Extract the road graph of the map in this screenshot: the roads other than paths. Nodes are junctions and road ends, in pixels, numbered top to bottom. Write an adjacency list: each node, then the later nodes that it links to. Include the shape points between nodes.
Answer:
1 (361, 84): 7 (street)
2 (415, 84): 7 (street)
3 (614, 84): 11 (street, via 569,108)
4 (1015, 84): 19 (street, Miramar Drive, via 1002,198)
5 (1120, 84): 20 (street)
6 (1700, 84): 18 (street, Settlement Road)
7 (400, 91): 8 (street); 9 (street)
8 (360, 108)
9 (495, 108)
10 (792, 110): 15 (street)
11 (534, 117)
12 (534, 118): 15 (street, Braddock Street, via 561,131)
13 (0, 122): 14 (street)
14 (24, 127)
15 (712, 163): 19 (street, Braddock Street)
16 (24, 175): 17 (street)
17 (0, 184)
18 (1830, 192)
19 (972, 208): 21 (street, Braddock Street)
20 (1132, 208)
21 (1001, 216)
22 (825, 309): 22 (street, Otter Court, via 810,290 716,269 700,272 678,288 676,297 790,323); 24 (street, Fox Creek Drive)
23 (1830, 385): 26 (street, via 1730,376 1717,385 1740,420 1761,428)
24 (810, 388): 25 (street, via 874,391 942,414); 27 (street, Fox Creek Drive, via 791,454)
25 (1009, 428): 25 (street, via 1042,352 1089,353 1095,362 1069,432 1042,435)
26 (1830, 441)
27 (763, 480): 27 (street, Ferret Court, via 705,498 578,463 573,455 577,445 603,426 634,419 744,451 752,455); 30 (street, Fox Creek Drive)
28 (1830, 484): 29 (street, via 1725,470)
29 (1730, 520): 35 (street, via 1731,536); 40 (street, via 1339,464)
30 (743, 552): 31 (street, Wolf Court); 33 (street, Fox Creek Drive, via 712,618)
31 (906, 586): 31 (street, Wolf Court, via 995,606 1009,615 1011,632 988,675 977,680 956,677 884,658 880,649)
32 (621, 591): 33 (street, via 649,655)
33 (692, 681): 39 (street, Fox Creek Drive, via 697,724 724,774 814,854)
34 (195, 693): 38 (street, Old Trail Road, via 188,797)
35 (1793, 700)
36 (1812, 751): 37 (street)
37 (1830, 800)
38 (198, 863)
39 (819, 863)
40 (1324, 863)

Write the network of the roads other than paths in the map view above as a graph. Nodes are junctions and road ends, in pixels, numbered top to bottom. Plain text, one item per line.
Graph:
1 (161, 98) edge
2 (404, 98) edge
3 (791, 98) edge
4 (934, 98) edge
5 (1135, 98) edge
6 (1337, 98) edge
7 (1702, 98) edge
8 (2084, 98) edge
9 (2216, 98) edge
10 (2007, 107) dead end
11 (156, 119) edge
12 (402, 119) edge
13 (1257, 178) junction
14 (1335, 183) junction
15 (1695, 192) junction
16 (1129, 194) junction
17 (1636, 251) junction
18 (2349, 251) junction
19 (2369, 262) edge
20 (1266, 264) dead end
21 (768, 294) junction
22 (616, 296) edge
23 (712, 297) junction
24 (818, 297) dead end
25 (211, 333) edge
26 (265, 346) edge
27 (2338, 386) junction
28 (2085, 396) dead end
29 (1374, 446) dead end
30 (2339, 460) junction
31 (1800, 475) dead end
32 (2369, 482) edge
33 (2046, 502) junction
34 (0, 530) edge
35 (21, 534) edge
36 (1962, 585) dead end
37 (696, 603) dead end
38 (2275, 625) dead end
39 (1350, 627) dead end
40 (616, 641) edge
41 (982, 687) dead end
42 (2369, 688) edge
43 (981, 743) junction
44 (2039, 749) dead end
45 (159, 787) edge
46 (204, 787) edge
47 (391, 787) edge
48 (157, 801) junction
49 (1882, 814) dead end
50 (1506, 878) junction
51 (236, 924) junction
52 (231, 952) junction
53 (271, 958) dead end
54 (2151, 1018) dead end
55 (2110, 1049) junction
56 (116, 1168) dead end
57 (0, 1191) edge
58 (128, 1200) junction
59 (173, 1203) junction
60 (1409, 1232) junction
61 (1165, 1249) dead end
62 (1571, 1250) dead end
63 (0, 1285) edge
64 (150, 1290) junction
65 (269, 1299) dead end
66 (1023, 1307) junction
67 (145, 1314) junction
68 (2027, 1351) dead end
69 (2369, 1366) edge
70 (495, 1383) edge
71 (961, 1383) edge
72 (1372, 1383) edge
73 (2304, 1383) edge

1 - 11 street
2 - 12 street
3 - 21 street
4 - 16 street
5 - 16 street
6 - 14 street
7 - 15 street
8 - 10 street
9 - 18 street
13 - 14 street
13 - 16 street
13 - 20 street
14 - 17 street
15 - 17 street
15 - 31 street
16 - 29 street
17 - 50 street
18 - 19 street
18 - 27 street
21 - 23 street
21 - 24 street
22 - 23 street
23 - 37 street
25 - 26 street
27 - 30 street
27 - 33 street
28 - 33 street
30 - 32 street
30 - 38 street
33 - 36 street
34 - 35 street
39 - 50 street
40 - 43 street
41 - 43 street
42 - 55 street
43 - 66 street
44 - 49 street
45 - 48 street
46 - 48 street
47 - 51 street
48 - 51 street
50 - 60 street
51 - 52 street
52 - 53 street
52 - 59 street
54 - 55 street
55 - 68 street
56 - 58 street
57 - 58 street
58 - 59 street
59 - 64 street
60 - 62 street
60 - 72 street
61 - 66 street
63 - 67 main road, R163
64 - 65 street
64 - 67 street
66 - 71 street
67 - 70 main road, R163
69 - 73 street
##############################
Requirement:
Your answer must be an exact copy of all the entries.

The completed task:
Extract the road graph of the map in this screenshot: the roads other than paths. Nodes are junctions and road ends, in pixels, numbered top to bottom. Write an adjacency list: each node, then the later nodes that it links to. Include the shape points between nodes.
Answer:
1 (361, 84): 7 (street)
2 (415, 84): 7 (street)
3 (614, 84): 11 (street, via 569,108)
4 (1015, 84): 19 (street, Miramar Drive, via 1002,198)
5 (1120, 84): 20 (street)
6 (1700, 84): 18 (street, Settlement Road)
7 (400, 91): 8 (street); 9 (street)
8 (360, 108)
9 (495, 108)
10 (792, 110): 15 (street)
11 (534, 117)
12 (534, 118): 15 (street, Braddock Street, via 561,131)
13 (0, 122): 14 (street)
14 (24, 127)
15 (712, 163): 19 (street, Braddock Street)
16 (24, 175): 17 (street)
17 (0, 184)
18 (1830, 192)
19 (972, 208): 21 (street, Braddock Street)
20 (1132, 208)
21 (1001, 216)
22 (825, 309): 22 (street, Otter Court, via 810,290 716,269 700,272 678,288 676,297 790,323); 24 (street, Fox Creek Drive)
23 (1830, 385): 26 (street, via 1730,376 1717,385 1740,420 1761,428)
24 (810, 388): 25 (street, via 874,391 942,414); 27 (street, Fox Creek Drive, via 791,454)
25 (1009, 428): 25 (street, via 1042,352 1089,353 1095,362 1069,432 1042,435)
26 (1830, 441)
27 (763, 480): 27 (street, Ferret Court, via 705,498 578,463 573,455 577,445 603,426 634,419 744,451 752,455); 30 (street, Fox Creek Drive)
28 (1830, 484): 29 (street, via 1725,470)
29 (1730, 520): 35 (street, via 1731,536); 40 (street, via 1339,464)
30 (743, 552): 31 (street, Wolf Court); 33 (street, Fox Creek Drive, via 712,618)
31 (906, 586): 31 (street, Wolf Court, via 995,606 1009,615 1011,632 988,675 977,680 956,677 884,658 880,649)
32 (621, 591): 33 (street, via 649,655)
33 (692, 681): 39 (street, Fox Creek Drive, via 697,724 724,774 814,854)
34 (195, 693): 38 (street, Old Trail Road, via 188,797)
35 (1793, 700)
36 (1812, 751): 37 (street)
37 (1830, 800)
38 (198, 863)
39 (819, 863)
40 (1324, 863)

Write the network of the roads other than paths in the map view above as a graph. Nodes are junctions and road ends, in pixels, numbered top to bottom. Plain text, one item per line.
Graph:
1 (161, 98) edge
2 (404, 98) edge
3 (791, 98) edge
4 (934, 98) edge
5 (1135, 98) edge
6 (1337, 98) edge
7 (1702, 98) edge
8 (2084, 98) edge
9 (2216, 98) edge
10 (2007, 107) dead end
11 (156, 119) edge
12 (402, 119) edge
13 (1257, 178) junction
14 (1335, 183) junction
15 (1695, 192) junction
16 (1129, 194) junction
17 (1636, 251) junction
18 (2349, 251) junction
19 (2369, 262) edge
20 (1266, 264) dead end
21 (768, 294) junction
22 (616, 296) edge
23 (712, 297) junction
24 (818, 297) dead end
25 (211, 333) edge
26 (265, 346) edge
27 (2338, 386) junction
28 (2085, 396) dead end
29 (1374, 446) dead end
30 (2339, 460) junction
31 (1800, 475) dead end
32 (2369, 482) edge
33 (2046, 502) junction
34 (0, 530) edge
35 (21, 534) edge
36 (1962, 585) dead end
37 (696, 603) dead end
38 (2275, 625) dead end
39 (1350, 627) dead end
40 (616, 641) edge
41 (982, 687) dead end
42 (2369, 688) edge
43 (981, 743) junction
44 (2039, 749) dead end
45 (159, 787) edge
46 (204, 787) edge
47 (391, 787) edge
48 (157, 801) junction
49 (1882, 814) dead end
50 (1506, 878) junction
51 (236, 924) junction
52 (231, 952) junction
53 (271, 958) dead end
54 (2151, 1018) dead end
55 (2110, 1049) junction
56 (116, 1168) dead end
57 (0, 1191) edge
58 (128, 1200) junction
59 (173, 1203) junction
60 (1409, 1232) junction
61 (1165, 1249) dead end
62 (1571, 1250) dead end
63 (0, 1285) edge
64 (150, 1290) junction
65 (269, 1299) dead end
66 (1023, 1307) junction
67 (145, 1314) junction
68 (2027, 1351) dead end
69 (2369, 1366) edge
70 (495, 1383) edge
71 (961, 1383) edge
72 (1372, 1383) edge
73 (2304, 1383) edge

1 - 11 street
2 - 12 street
3 - 21 street
4 - 16 street
5 - 16 street
6 - 14 street
7 - 15 street
8 - 10 street
9 - 18 street
13 - 14 street
13 - 16 street
13 - 20 street
14 - 17 street
15 - 17 street
15 - 31 street
16 - 29 street
17 - 50 street
18 - 19 street
18 - 27 street
21 - 23 street
21 - 24 street
22 - 23 street
23 - 37 street
25 - 26 street
27 - 30 street
27 - 33 street
28 - 33 street
30 - 32 street
30 - 38 street
33 - 36 street
34 - 35 street
39 - 50 street
40 - 43 street
41 - 43 street
42 - 55 street
43 - 66 street
44 - 49 street
45 - 48 street
46 - 48 street
47 - 51 street
48 - 51 street
50 - 60 street
51 - 52 street
52 - 53 street
52 - 59 street
54 - 55 street
55 - 68 street
56 - 58 street
57 - 58 street
58 - 59 street
59 - 64 street
60 - 62 street
60 - 72 street
61 - 66 street
63 - 67 main road, R163
64 - 65 street
64 - 67 street
66 - 71 street
67 - 70 main road, R163
69 - 73 street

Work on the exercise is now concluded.